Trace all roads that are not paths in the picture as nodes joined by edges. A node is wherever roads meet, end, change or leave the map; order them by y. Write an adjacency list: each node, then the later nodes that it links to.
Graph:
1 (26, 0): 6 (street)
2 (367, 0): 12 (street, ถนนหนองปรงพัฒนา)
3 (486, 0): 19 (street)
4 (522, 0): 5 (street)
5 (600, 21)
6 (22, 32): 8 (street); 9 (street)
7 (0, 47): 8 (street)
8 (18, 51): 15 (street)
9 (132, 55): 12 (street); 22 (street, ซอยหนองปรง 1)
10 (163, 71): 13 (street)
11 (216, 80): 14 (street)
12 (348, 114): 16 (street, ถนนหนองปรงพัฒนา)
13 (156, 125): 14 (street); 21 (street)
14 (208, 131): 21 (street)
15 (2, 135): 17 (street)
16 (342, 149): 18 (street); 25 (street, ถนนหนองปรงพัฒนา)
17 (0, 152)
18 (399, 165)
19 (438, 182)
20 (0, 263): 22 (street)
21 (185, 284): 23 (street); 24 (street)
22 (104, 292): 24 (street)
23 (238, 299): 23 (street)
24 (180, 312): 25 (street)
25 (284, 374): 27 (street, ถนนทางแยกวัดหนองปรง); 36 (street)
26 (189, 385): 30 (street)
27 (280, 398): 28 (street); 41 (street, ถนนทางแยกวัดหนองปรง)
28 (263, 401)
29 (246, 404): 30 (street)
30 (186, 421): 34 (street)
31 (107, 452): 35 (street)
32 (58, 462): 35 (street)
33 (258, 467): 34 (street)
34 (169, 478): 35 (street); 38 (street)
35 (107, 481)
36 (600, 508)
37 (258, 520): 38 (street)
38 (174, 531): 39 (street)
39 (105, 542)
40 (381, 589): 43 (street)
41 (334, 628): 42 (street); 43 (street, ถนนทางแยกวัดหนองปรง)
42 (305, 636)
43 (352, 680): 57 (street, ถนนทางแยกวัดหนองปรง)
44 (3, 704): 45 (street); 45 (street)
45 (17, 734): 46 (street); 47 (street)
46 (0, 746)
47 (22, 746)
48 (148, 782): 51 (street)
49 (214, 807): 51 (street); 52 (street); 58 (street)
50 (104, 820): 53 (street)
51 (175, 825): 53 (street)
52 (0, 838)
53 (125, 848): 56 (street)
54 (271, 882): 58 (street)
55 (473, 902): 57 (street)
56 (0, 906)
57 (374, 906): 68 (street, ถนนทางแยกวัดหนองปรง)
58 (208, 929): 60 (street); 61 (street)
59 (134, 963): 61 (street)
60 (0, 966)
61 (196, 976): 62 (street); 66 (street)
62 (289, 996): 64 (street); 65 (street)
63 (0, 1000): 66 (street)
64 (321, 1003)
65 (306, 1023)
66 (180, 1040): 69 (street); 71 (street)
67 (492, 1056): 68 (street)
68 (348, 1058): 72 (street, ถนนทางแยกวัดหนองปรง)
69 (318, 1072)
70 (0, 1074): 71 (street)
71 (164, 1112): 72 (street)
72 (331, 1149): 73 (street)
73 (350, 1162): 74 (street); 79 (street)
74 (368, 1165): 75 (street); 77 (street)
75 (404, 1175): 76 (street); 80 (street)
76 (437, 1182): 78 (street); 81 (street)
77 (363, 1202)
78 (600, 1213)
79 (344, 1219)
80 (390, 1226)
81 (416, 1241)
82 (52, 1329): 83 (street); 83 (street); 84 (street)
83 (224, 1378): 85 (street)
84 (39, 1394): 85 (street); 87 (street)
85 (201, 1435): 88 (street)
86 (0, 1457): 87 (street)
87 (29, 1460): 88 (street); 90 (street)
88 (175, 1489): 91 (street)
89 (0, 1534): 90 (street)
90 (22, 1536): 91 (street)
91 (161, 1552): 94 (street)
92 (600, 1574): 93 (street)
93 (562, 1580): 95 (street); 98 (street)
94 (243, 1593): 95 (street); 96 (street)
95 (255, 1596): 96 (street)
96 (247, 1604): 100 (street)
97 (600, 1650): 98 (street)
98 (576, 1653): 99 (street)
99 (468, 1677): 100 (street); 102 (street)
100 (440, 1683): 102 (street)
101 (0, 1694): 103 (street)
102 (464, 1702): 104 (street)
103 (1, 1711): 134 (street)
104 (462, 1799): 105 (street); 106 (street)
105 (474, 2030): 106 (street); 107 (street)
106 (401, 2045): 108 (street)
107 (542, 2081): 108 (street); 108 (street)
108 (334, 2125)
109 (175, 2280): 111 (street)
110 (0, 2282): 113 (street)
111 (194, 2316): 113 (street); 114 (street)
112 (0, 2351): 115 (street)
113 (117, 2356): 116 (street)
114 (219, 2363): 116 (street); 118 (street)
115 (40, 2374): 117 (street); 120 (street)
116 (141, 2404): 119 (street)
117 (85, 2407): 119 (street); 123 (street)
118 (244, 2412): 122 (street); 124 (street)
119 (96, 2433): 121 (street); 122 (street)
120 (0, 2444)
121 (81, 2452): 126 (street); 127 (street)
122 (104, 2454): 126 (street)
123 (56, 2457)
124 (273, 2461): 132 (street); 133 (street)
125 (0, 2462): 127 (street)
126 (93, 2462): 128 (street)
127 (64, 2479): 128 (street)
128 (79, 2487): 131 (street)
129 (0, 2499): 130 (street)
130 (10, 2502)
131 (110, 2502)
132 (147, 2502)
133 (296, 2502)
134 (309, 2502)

------------------------

=== Problem to solve ===
Nothing in the listing above may be altered; transcribe all of it.

=== Answer space ===
Trace all roads that are not paths in the picture as nodes joined by edges. A node is wherever roads meet, end, change or leave the map; order them by y. Write an adjacency list: each node, then the later nodes that it links to.
Graph:
1 (26, 0): 6 (street)
2 (367, 0): 12 (street, ถนนหนองปรงพัฒนา)
3 (486, 0): 19 (street)
4 (522, 0): 5 (street)
5 (600, 21)
6 (22, 32): 8 (street); 9 (street)
7 (0, 47): 8 (street)
8 (18, 51): 15 (street)
9 (132, 55): 12 (street); 22 (street, ซอยหนองปรง 1)
10 (163, 71): 13 (street)
11 (216, 80): 14 (street)
12 (348, 114): 16 (street, ถนนหนองปรงพัฒนา)
13 (156, 125): 14 (street); 21 (street)
14 (208, 131): 21 (street)
15 (2, 135): 17 (street)
16 (342, 149): 18 (street); 25 (street, ถนนหนองปรงพัฒนา)
17 (0, 152)
18 (399, 165)
19 (438, 182)
20 (0, 263): 22 (street)
21 (185, 284): 23 (street); 24 (street)
22 (104, 292): 24 (street)
23 (238, 299): 23 (street)
24 (180, 312): 25 (street)
25 (284, 374): 27 (street, ถนนทางแยกวัดหนองปรง); 36 (street)
26 (189, 385): 30 (street)
27 (280, 398): 28 (street); 41 (street, ถนนทางแยกวัดหนองปรง)
28 (263, 401)
29 (246, 404): 30 (street)
30 (186, 421): 34 (street)
31 (107, 452): 35 (street)
32 (58, 462): 35 (street)
33 (258, 467): 34 (street)
34 (169, 478): 35 (street); 38 (street)
35 (107, 481)
36 (600, 508)
37 (258, 520): 38 (street)
38 (174, 531): 39 (street)
39 (105, 542)
40 (381, 589): 43 (street)
41 (334, 628): 42 (street); 43 (street, ถนนทางแยกวัดหนองปรง)
42 (305, 636)
43 (352, 680): 57 (street, ถนนทางแยกวัดหนองปรง)
44 (3, 704): 45 (street); 45 (street)
45 (17, 734): 46 (street); 47 (street)
46 (0, 746)
47 (22, 746)
48 (148, 782): 51 (street)
49 (214, 807): 51 (street); 52 (street); 58 (street)
50 (104, 820): 53 (street)
51 (175, 825): 53 (street)
52 (0, 838)
53 (125, 848): 56 (street)
54 (271, 882): 58 (street)
55 (473, 902): 57 (street)
56 (0, 906)
57 (374, 906): 68 (street, ถนนทางแยกวัดหนองปรง)
58 (208, 929): 60 (street); 61 (street)
59 (134, 963): 61 (street)
60 (0, 966)
61 (196, 976): 62 (street); 66 (street)
62 (289, 996): 64 (street); 65 (street)
63 (0, 1000): 66 (street)
64 (321, 1003)
65 (306, 1023)
66 (180, 1040): 69 (street); 71 (street)
67 (492, 1056): 68 (street)
68 (348, 1058): 72 (street, ถนนทางแยกวัดหนองปรง)
69 (318, 1072)
70 (0, 1074): 71 (street)
71 (164, 1112): 72 (street)
72 (331, 1149): 73 (street)
73 (350, 1162): 74 (street); 79 (street)
74 (368, 1165): 75 (street); 77 (street)
75 (404, 1175): 76 (street); 80 (street)
76 (437, 1182): 78 (street); 81 (street)
77 (363, 1202)
78 (600, 1213)
79 (344, 1219)
80 (390, 1226)
81 (416, 1241)
82 (52, 1329): 83 (street); 83 (street); 84 (street)
83 (224, 1378): 85 (street)
84 (39, 1394): 85 (street); 87 (street)
85 (201, 1435): 88 (street)
86 (0, 1457): 87 (street)
87 (29, 1460): 88 (street); 90 (street)
88 (175, 1489): 91 (street)
89 (0, 1534): 90 (street)
90 (22, 1536): 91 (street)
91 (161, 1552): 94 (street)
92 (600, 1574): 93 (street)
93 (562, 1580): 95 (street); 98 (street)
94 (243, 1593): 95 (street); 96 (street)
95 (255, 1596): 96 (street)
96 (247, 1604): 100 (street)
97 (600, 1650): 98 (street)
98 (576, 1653): 99 (street)
99 (468, 1677): 100 (street); 102 (street)
100 (440, 1683): 102 (street)
101 (0, 1694): 103 (street)
102 (464, 1702): 104 (street)
103 (1, 1711): 134 (street)
104 (462, 1799): 105 (street); 106 (street)
105 (474, 2030): 106 (street); 107 (street)
106 (401, 2045): 108 (street)
107 (542, 2081): 108 (street); 108 (street)
108 (334, 2125)
109 (175, 2280): 111 (street)
110 (0, 2282): 113 (street)
111 (194, 2316): 113 (street); 114 (street)
112 (0, 2351): 115 (street)
113 (117, 2356): 116 (street)
114 (219, 2363): 116 (street); 118 (street)
115 (40, 2374): 117 (street); 120 (street)
116 (141, 2404): 119 (street)
117 (85, 2407): 119 (street); 123 (street)
118 (244, 2412): 122 (street); 124 (street)
119 (96, 2433): 121 (street); 122 (street)
120 (0, 2444)
121 (81, 2452): 126 (street); 127 (street)
122 (104, 2454): 126 (street)
123 (56, 2457)
124 (273, 2461): 132 (street); 133 (street)
125 (0, 2462): 127 (street)
126 (93, 2462): 128 (street)
127 (64, 2479): 128 (street)
128 (79, 2487): 131 (street)
129 (0, 2499): 130 (street)
130 (10, 2502)
131 (110, 2502)
132 (147, 2502)
133 (296, 2502)
134 (309, 2502)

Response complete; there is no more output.